■ ABOUT THIS EXERCISE ■
Could you find every line in the entries below that holds the word "Finucane" and copy it?

Saved entries:
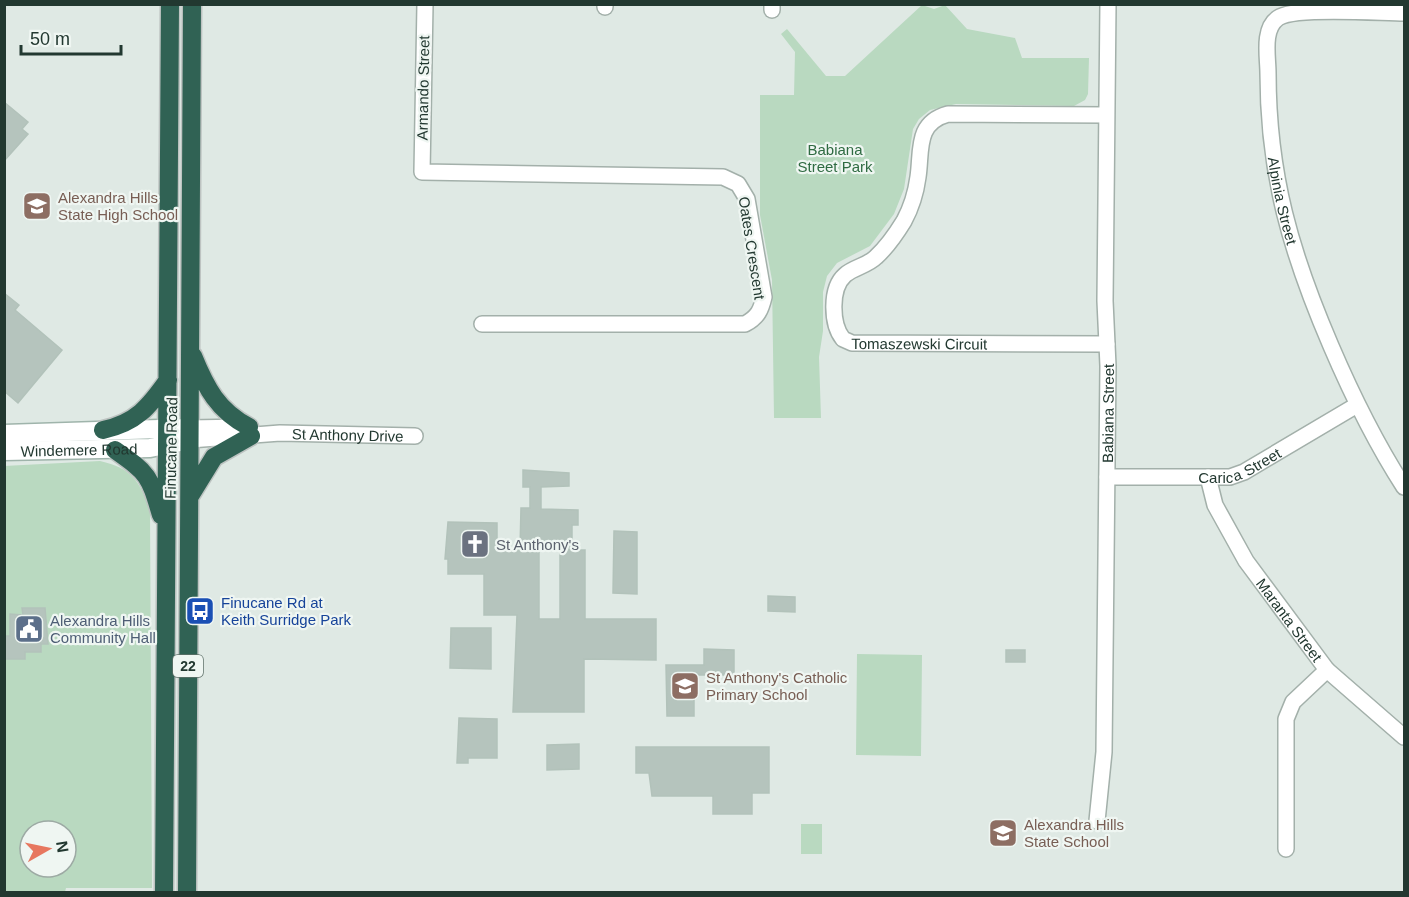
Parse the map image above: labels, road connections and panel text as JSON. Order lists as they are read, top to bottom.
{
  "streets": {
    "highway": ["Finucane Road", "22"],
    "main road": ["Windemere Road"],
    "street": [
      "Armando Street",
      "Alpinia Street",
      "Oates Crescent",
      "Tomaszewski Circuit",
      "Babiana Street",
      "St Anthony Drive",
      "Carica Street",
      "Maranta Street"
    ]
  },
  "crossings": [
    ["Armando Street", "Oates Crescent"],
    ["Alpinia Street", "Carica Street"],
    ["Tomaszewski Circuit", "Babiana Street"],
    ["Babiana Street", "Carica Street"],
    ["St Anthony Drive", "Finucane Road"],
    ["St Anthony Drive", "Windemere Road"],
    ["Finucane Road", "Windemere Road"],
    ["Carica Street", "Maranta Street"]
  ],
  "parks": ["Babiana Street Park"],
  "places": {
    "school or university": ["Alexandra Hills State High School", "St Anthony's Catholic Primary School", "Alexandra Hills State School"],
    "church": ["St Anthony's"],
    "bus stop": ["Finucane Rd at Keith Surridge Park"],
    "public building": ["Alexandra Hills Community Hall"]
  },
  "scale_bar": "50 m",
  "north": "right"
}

■ OUTPUT FOR THIS EXERCISE ■
    "highway": ["Finucane Road", "22"],
    ["St Anthony Drive", "Finucane Road"],
    ["Finucane Road", "Windemere Road"],
    "bus stop": ["Finucane Rd at Keith Surridge Park"],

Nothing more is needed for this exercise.